(Collected data)
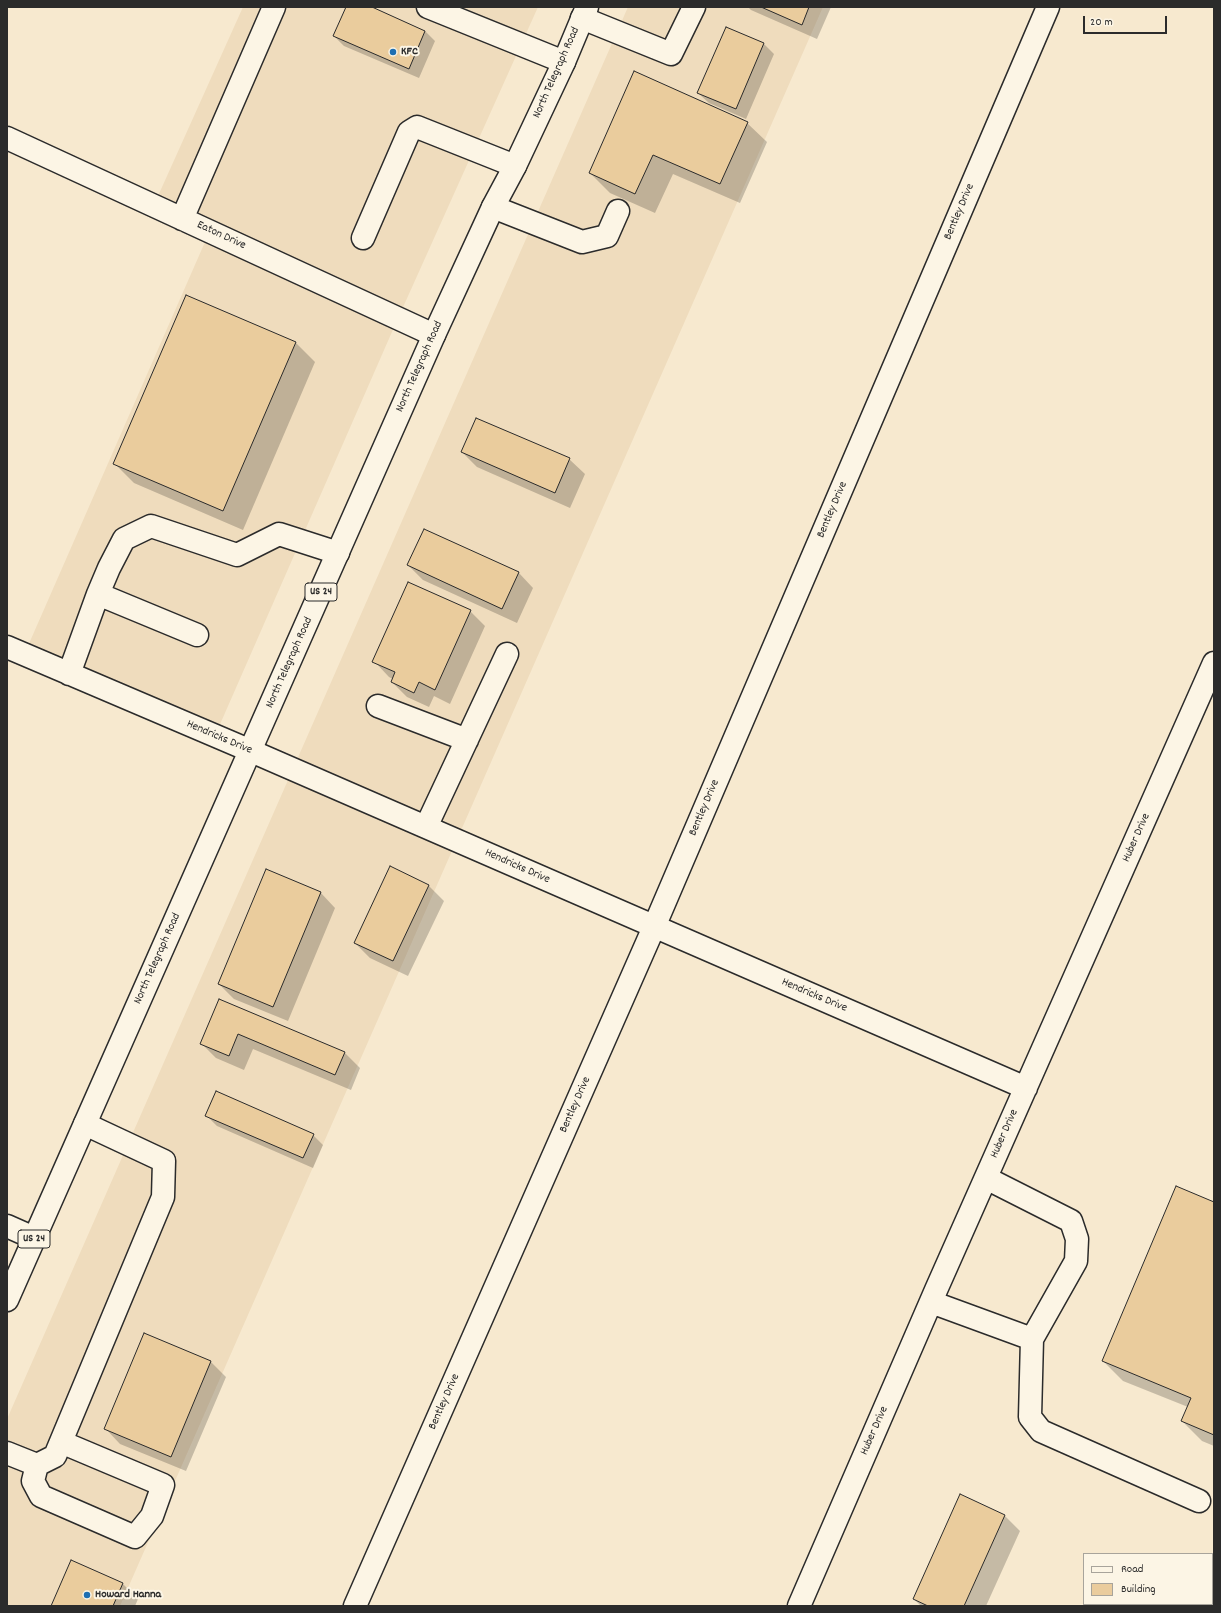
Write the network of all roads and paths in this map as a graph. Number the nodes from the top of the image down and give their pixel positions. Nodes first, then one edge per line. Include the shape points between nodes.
1 (274, 7) edge
2 (428, 7) edge
3 (694, 7) edge
4 (1048, 7) edge
5 (584, 13) edge
6 (564, 62) junction
7 (7, 138) edge
8 (515, 166) junction
9 (493, 207) junction
10 (618, 211) dead end
11 (182, 218) junction
12 (363, 238) dead end
13 (434, 335) junction
14 (338, 553) junction
15 (98, 594) junction
16 (197, 635) dead end
17 (7, 647) edge
18 (507, 654) dead end
19 (1214, 663) edge
20 (69, 674) junction
21 (378, 706) dead end
22 (467, 740) junction
23 (251, 751) junction
24 (426, 827) junction
25 (654, 927) junction
26 (1026, 1088) junction
27 (85, 1124) junction
28 (986, 1178) junction
29 (7, 1226) edge
30 (34, 1238) junction
31 (7, 1300) edge
32 (931, 1302) junction
33 (1032, 1339) junction
34 (61, 1442) junction
35 (7, 1453) edge
36 (37, 1465) junction
37 (1199, 1501) dead end
38 (355, 1606) edge
39 (799, 1606) edge

1 - 11 street
2 - 6 street
3 - 5 street via 671,54
4 - 25 street, Bentley Drive
5 - 6 street, North Telegraph Road / US 24
6 - 8 street, North Telegraph Road / US 24
7 - 11 street, Eaton Drive
8 - 9 street, North Telegraph Road / US 24
8 - 12 street via 417,127 409,132
9 - 10 street via 582,242 607,236
9 - 13 street, North Telegraph Road / US 24
11 - 13 street, Eaton Drive
13 - 14 street, North Telegraph Road / US 24
14 - 15 street via 279,534 237,555 151,526 124,539
14 - 23 street, North Telegraph Road / US 24
15 - 16 street
15 - 20 street
17 - 20 street, Hendricks Drive
18 - 22 street
19 - 26 street, Huber Drive
20 - 23 street, Hendricks Drive
21 - 22 street
22 - 24 street
23 - 24 street, Hendricks Drive
23 - 27 street, North Telegraph Road / US 24
24 - 25 street, Hendricks Drive
25 - 26 street, Hendricks Drive
25 - 38 street, Bentley Drive
26 - 28 street, Huber Drive
27 - 30 street, North Telegraph Road / US 24
27 - 34 street via 164,1161 163,1197
28 - 32 street, Huber Drive
28 - 33 street via 1071,1221 1077,1239 1076,1261
29 - 30 street
30 - 31 street, North Telegraph Road / US 24
32 - 33 street
32 - 39 street, Huber Drive
33 - 37 street via 1030,1417 1041,1431
34 - 36 street via 55,1456
34 - 36 street via 163,1485 152,1516 136,1537 41,1496 33,1481
35 - 36 street

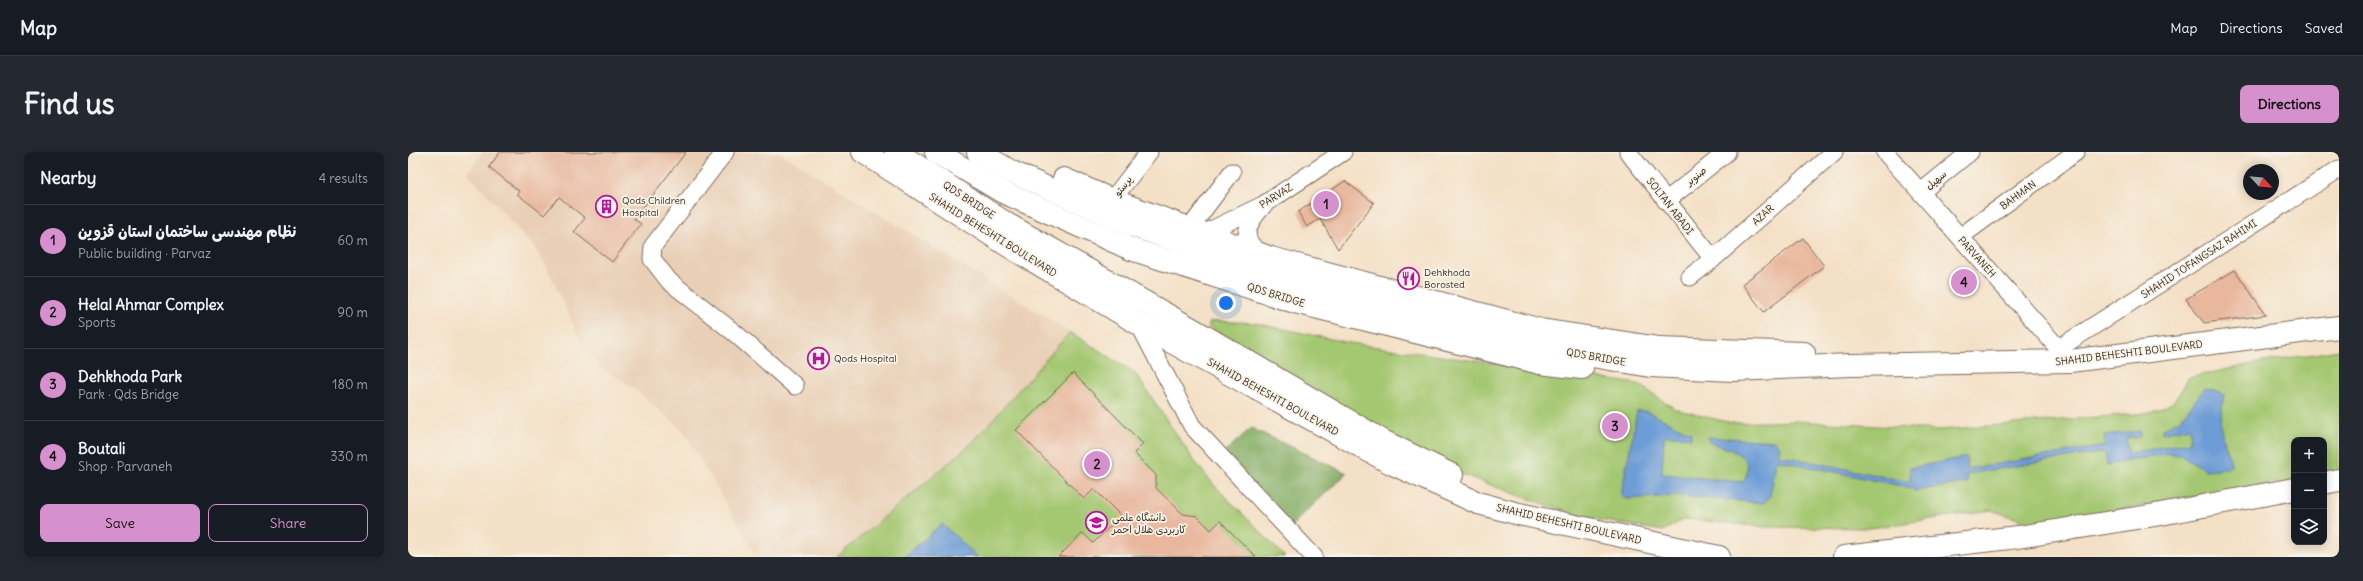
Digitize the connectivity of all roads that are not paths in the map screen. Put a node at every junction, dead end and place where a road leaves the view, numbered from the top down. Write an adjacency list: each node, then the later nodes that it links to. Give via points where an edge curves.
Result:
1 (726, 152): 32 (street, via 653,246 652,259 669,281 736,334)
2 (863, 152): 26 (main road, SHAHID BEHESHTI BOULEVARD, via 1007,245)
3 (896, 152): 36 (main road, QDS BRIDGE, via 1007,224 1206,336 1383,441 1484,491)
4 (936, 152): 29 (main road, QDS BRIDGE, via 1003,192 1131,250 1295,302 1540,364 1620,371)
5 (978, 152): 14 (main road)
6 (1149, 152): 18 (street, پرستو)
7 (1628, 152): 19 (street, SOLTAN ABADI)
8 (1727, 152): 19 (street, صنوبر)
9 (1834, 152): 24 (street, AZAR)
10 (1885, 152): 17 (street, PARVANEH)
11 (1970, 152): 17 (street, سهیل)
12 (2076, 152): 22 (street, BAHMAN)
13 (1337, 154): 20 (street, PARVAZ)
14 (1009, 162): 18 (main road); 29 (main road, QDS BRIDGE, via 1128,224 1303,285 1535,346)
15 (2339, 169): 28 (street, SHAHID TOFANGSAZ RAHIMI)
16 (1232, 172): 21 (street)
17 (1921, 192): 22 (street, PARVANEH)
18 (1112, 200): 21 (main road)
19 (1666, 201): 24 (street, SOLTAN ABADI)
20 (1263, 205): 21 (street, PARVAZ); 23 (street, via 1254,217 1246,238 1249,244)
21 (1198, 230): 23 (main road)
22 (1960, 237): 28 (street, PARVANEH)
23 (1271, 258): 30 (main road, via 1541,330 1659,348 1735,352 1851,353)
24 (1713, 259): 25 (street, AZAR)
25 (1690, 277)
26 (1139, 324): 36 (main road, SHAHID BEHESHTI BOULEVARD, via 1391,463 1478,503); 37 (street, via 1192,426)
27 (2339, 327): 28 (main road, SHAHID BEHESHTI BOULEVARD)
28 (2064, 355): 30 (main road, SHAHID BEHESHTI BOULEVARD)
29 (1635, 363): 31 (main road, QDS BRIDGE)
30 (1871, 365): 31 (main road, SHAHID BEHESHTI BOULEVARD)
31 (1733, 370)
32 (795, 386)
33 (2339, 480): 34 (main road)
34 (2327, 482)
35 (2291, 489): 39 (main road, via 2155,515 2018,537)
36 (1519, 514): 38 (main road, SHAHID BEHESHTI BOULEVARD)
37 (1314, 557)
38 (1719, 557)
39 (1844, 557)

• The task:
Search the records above for "AZAR". Copy each line where it is found.

• Your solution:
9 (1834, 152): 24 (street, AZAR)
24 (1713, 259): 25 (street, AZAR)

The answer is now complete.